▶ Problem requirements:
Copy each line below that has "this".

***** Information shown

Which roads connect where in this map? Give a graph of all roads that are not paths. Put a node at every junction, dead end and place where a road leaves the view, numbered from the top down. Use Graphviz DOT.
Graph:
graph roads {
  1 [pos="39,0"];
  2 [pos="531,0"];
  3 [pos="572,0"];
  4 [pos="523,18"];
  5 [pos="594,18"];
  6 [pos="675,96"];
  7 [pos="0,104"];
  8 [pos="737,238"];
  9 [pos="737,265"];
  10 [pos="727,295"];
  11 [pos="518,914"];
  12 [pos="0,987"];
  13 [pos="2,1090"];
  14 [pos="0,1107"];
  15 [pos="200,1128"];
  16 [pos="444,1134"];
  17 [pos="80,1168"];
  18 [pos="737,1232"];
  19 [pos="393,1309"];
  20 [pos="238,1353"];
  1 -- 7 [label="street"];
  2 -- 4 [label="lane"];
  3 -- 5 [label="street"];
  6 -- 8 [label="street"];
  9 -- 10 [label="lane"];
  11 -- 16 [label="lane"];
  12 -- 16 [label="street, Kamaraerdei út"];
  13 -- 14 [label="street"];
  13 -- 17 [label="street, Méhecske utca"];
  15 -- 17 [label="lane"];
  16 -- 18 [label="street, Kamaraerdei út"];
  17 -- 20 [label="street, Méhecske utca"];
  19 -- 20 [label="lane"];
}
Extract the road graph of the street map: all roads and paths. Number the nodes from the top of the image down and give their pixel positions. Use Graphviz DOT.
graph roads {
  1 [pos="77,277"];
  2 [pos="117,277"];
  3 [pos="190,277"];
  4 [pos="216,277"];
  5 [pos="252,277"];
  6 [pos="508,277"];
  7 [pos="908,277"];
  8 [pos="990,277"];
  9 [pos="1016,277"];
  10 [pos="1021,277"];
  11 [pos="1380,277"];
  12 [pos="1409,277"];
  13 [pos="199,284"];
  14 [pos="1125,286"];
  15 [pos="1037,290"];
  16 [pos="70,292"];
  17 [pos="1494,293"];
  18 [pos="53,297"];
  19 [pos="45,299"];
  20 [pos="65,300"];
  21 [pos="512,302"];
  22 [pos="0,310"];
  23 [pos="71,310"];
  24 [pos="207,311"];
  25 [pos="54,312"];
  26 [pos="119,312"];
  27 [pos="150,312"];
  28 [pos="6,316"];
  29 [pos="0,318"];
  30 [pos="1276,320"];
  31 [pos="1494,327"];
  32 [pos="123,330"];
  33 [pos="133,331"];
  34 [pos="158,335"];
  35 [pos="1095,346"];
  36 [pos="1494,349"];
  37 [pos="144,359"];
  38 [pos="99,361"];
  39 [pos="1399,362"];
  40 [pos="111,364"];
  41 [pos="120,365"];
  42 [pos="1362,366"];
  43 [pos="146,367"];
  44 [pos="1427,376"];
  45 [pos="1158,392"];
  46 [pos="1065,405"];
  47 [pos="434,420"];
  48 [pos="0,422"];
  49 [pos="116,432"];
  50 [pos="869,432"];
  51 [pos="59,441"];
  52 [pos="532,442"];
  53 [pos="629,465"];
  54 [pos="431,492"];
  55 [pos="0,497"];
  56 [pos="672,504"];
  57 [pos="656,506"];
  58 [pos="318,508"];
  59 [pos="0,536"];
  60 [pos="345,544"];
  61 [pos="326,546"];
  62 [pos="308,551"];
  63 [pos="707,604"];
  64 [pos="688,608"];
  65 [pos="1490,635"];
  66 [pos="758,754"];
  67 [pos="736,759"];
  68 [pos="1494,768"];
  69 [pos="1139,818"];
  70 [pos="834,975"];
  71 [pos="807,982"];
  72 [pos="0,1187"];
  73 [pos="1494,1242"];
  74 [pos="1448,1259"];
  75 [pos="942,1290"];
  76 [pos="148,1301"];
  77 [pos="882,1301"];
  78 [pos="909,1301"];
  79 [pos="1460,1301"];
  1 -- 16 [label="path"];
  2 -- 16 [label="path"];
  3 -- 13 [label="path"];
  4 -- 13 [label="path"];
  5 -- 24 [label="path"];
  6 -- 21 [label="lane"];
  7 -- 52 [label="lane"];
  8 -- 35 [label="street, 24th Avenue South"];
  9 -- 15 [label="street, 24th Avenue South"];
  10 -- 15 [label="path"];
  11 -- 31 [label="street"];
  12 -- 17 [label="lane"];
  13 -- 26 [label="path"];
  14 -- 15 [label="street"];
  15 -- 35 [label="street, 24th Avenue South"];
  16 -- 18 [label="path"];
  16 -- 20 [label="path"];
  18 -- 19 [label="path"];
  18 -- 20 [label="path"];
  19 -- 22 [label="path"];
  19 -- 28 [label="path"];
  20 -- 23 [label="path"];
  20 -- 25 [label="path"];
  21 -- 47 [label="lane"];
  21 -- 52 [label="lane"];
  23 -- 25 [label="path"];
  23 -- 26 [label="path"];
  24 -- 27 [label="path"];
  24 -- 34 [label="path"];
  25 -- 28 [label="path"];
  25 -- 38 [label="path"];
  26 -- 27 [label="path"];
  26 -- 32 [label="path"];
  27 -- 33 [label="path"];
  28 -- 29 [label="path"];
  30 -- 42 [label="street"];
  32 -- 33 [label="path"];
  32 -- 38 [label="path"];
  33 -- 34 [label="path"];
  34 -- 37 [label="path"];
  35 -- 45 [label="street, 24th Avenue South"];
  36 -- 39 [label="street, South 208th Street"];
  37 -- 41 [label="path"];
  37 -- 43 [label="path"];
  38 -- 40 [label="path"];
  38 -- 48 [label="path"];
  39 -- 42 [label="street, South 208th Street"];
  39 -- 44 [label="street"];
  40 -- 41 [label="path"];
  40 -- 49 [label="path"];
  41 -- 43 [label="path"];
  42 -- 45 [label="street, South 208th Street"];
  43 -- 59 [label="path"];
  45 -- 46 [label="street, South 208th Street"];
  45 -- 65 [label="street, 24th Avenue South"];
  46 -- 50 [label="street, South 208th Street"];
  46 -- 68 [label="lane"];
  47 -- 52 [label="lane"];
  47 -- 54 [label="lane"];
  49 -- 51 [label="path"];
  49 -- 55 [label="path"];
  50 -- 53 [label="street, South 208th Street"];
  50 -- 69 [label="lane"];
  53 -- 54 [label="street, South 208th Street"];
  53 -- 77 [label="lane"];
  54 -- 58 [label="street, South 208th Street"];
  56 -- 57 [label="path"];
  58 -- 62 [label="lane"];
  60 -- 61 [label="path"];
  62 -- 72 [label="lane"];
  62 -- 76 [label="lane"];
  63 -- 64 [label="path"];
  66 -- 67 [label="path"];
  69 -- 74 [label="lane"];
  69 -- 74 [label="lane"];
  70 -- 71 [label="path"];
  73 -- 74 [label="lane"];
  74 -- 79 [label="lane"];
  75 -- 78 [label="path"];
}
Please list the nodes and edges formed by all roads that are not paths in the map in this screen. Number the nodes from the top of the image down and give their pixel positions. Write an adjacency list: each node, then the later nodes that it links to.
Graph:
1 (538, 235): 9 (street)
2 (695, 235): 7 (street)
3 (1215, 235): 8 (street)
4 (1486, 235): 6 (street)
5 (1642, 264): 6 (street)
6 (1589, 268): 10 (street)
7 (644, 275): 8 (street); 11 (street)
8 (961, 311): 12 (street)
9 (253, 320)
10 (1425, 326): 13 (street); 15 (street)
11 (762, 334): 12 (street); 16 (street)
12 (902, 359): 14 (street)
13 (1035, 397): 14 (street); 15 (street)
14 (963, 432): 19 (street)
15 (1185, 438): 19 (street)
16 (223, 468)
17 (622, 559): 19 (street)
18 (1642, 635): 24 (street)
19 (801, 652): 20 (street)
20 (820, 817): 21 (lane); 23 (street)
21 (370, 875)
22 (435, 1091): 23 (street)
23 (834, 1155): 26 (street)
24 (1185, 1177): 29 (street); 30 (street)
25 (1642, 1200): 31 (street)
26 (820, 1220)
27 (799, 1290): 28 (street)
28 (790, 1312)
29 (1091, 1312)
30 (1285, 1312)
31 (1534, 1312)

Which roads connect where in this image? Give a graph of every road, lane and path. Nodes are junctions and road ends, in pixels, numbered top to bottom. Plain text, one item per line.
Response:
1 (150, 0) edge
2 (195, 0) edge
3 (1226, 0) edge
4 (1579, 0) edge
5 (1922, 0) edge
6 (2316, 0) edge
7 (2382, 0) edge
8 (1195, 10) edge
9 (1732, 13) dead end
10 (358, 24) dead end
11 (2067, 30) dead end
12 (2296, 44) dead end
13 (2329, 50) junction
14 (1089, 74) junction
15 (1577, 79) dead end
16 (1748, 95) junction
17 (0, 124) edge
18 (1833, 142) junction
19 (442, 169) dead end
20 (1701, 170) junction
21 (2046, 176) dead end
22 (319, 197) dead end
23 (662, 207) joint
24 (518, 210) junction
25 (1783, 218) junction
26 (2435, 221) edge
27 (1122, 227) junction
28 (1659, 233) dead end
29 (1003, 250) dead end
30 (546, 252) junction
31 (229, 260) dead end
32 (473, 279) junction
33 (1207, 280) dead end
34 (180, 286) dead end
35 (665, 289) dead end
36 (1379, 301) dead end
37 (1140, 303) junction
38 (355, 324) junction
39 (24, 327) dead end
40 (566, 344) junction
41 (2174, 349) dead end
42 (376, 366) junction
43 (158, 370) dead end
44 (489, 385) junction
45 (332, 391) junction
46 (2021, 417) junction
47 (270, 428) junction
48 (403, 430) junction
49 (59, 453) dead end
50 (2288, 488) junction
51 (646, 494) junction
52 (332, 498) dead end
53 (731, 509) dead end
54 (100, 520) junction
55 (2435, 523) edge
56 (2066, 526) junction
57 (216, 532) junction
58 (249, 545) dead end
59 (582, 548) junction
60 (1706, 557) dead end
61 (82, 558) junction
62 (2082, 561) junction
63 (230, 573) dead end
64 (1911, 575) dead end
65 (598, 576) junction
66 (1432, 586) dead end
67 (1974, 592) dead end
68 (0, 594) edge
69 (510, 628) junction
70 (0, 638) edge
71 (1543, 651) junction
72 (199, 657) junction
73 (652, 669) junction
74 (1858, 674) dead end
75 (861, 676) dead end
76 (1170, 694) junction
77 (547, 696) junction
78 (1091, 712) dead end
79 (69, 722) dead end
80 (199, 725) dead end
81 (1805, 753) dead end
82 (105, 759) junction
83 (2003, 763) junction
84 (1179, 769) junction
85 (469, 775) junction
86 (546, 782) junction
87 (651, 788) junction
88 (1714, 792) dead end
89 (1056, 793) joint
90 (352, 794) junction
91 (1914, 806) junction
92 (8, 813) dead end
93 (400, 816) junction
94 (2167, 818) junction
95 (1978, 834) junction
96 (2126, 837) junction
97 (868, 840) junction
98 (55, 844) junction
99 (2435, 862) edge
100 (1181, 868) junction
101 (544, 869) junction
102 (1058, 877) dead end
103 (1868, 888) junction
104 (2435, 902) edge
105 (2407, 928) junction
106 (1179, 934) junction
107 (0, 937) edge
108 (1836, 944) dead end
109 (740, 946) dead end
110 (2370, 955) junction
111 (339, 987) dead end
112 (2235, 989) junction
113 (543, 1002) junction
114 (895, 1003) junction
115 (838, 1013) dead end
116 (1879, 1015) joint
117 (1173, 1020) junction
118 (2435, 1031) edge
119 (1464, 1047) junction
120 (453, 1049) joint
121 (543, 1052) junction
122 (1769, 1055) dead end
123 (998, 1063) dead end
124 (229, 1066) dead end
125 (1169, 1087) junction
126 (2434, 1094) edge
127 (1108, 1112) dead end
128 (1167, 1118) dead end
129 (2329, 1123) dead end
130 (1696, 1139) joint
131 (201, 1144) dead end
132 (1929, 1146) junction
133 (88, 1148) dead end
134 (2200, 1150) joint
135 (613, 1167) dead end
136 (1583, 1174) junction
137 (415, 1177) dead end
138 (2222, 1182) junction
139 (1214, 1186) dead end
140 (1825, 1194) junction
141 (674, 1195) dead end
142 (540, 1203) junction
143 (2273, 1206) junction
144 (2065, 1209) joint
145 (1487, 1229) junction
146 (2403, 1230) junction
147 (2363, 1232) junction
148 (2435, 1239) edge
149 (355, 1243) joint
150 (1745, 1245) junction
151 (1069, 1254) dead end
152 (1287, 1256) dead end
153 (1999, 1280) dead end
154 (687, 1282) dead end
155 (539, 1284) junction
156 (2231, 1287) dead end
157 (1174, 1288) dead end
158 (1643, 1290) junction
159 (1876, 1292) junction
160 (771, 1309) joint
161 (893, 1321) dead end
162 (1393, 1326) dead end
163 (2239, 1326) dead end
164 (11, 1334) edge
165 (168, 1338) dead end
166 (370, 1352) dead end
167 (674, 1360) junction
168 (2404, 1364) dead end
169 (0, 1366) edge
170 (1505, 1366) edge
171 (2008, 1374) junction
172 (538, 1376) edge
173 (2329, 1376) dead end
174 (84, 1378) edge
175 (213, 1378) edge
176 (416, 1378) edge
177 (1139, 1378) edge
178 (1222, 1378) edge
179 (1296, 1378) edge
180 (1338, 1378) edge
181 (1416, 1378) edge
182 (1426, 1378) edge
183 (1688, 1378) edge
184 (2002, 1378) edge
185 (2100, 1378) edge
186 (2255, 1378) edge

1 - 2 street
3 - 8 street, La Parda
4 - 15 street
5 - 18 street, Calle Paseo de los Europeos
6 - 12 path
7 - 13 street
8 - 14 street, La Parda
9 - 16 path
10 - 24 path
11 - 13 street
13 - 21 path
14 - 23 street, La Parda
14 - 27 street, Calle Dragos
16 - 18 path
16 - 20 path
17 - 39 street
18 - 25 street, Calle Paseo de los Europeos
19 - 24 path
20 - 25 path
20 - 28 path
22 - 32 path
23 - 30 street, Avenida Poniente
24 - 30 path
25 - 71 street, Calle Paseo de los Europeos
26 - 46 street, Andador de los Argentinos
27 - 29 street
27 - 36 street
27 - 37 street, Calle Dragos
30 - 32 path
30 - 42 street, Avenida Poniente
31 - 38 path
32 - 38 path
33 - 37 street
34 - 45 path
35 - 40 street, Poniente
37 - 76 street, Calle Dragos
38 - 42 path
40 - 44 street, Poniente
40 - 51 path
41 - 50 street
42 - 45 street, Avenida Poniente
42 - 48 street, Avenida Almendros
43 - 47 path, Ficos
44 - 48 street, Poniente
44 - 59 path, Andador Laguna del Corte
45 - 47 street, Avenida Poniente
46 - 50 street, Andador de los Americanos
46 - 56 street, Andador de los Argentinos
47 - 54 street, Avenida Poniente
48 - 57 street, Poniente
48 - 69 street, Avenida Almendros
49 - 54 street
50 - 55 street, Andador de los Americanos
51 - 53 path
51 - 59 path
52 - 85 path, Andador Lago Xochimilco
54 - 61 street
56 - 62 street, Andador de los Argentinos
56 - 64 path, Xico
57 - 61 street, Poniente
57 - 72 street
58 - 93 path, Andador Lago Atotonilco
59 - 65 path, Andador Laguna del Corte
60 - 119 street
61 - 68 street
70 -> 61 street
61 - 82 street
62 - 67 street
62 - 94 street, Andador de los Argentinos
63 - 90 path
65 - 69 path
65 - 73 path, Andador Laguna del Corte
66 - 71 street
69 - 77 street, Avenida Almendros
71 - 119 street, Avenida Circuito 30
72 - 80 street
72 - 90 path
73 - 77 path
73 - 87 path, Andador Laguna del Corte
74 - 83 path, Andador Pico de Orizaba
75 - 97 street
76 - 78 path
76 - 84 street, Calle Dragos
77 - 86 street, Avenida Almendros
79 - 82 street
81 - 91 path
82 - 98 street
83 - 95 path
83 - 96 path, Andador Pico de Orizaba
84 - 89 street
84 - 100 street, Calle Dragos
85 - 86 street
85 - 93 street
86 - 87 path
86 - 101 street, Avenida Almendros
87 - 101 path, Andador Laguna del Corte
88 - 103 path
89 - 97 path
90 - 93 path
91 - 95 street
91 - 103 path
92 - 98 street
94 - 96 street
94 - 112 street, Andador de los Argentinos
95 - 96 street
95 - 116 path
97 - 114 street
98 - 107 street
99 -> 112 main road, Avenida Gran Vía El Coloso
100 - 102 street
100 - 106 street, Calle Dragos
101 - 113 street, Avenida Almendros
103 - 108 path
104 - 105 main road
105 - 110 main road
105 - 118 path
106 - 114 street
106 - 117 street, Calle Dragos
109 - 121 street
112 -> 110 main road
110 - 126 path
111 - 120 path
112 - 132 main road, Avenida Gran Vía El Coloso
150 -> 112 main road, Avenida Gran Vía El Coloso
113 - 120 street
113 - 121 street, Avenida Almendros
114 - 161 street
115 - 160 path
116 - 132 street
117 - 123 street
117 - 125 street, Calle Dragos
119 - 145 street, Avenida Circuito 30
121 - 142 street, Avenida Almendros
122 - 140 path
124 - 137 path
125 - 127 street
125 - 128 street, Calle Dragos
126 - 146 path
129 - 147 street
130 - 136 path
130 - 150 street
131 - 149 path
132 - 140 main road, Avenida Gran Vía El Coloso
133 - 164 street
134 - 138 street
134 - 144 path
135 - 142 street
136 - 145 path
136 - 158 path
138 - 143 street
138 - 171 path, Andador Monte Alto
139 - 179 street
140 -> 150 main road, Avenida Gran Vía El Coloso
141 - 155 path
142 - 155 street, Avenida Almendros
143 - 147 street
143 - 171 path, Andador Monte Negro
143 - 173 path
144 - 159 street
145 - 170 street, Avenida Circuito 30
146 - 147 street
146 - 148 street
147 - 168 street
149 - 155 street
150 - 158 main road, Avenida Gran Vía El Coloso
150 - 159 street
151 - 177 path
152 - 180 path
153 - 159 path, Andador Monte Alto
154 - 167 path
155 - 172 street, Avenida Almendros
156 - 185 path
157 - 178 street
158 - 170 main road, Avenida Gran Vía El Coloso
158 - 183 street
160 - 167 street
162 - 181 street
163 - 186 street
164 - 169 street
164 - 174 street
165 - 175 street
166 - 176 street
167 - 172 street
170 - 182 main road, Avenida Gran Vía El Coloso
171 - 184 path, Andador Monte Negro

**********

▶ Written answer:
Which roads connect where in this map? Give a graph of all roads that are not paths. Put a node at every junction, dead end and place where a road leaves the view, numbered from the top down. Use Graphviz DOT.
Please list the nodes and edges formed by all roads that are not paths in the map in this screen. Number the nodes from the top of the image down and give their pixel positions. Write an adjacency list: each node, then the later nodes that it links to.
Which roads connect where in this image? Give a graph of every road, lane and path. Nodes are junctions and road ends, in pixels, numbered top to bottom. Plain text, one item per line.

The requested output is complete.